Na uitnodiging door een muzikant die zij kent onder de artiestennaam [artiest] , heeft aangeefster [benadeelde 1] (hierna: [benadeelde 1] ) een afspraak gemaakt om op 28 mei 2022 naar de [studio] in Amsterdam te komen. Ze zouden daar samen aan muziek gaan werken. Toen aangeefster daar aankwam, heeft [artiest] haar, samen met zijn vriendin, binnen gelaten. Ze zijn met elkaar naar de studioruimte op de eerste verdieping gegaan. Daar was ook producer [naam 1] (hierna: [naam 1] ) aanwezig. Na ongeveer veertig minuten is er een grijze Mercedes met kenteken [kenteken] op de parkeerplaats bij [studio] aangekomen. Kort daarna zijn twee mannen door [artiest] de studio binnengelaten. Zij zijn met elkaar doorgelopen naar de studioruimte op de eerste verdieping. Daar hebben de twee mannen twee op vuurwapens lijkende voorwerpen tevoorschijn gehaald. Eén van de mannen droeg een blauwe tas, waar hij het wapen uithaalde, bij zich en de ander droeg een bivakmuts. [artiest] en zijn vriendin hebben de studioruimte vervolgens na korte tijd verlaten. De twee mannen wilden de telefoon van [benadeelde 1] en haar code hebben. Ook moest zij haar sieraden afgeven. De man die met de tas binnenkwam, heeft het wapen op de grond gericht en een schot gelost. Verder is tegen [benadeelde 1] gezegd dat zij haar zouden doden. De man met de bivakmuts heeft na ongeveer drie minuten de ruimte verlaten en [benadeelde 1] was toen nog alleen met [naam 1] en de man die met de tas was binnengekomen. Deze man is vervolgens ongeveer zeven minuten later met de telefoon en sieraden in zijn bezit weggegaan.
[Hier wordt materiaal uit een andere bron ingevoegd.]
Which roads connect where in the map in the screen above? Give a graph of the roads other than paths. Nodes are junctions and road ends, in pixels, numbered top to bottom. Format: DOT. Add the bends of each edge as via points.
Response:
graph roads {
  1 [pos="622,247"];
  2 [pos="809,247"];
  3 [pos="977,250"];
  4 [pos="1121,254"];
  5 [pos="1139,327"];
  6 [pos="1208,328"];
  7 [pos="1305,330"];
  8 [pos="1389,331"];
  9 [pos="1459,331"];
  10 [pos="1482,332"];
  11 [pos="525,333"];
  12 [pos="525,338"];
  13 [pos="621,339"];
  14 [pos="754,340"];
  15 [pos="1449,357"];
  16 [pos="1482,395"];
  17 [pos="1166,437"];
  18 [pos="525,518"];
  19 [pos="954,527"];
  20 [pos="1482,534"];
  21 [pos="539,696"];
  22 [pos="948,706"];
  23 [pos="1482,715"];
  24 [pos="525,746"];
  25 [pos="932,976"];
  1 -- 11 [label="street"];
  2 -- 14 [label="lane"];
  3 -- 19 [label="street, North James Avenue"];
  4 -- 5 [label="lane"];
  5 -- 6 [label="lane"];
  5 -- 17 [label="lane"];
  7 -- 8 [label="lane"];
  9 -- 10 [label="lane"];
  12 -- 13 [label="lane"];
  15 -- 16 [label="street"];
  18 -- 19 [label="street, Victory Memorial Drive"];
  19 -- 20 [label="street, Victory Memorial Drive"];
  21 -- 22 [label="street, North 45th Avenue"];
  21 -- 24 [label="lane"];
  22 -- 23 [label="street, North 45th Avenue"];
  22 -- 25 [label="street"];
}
Kort daarna heeft [artiest] - via de telefoon van [naam 1] - vanuit de auto nog gebeld met [benadeelde 1] en haar gezegd dat zij haar codes moest geven, anders zou hij haar woning opblazen. [benadeelde 1] heeft geweigerd om haar gegevens af te geven.
Verdachten aanwezig
De rechtbank dient eerst vast te stellen wie de betrokken personen zijn geweest.
Verdachte heeft verklaard dat zijn artiestennaam [artiest] is en dat hij [benadeelde 1] via Instagram benaderd had om samen muziek te maken. Vervolgens heeft hij met haar afgesproken in de studio. Hij heeft verklaard dat hij met haar, zijn vriendin [naam 2] (hierna: [naam 2] ) en [naam 1] in de studio aanwezig was. [naam 2] heeft verklaard dat zij een relatie met [artiest] had en dat zij inderdaad aanwezig was. De rechtbank stelt vast dat verdachte degene is die “ [artiest] ” genoemd wordt.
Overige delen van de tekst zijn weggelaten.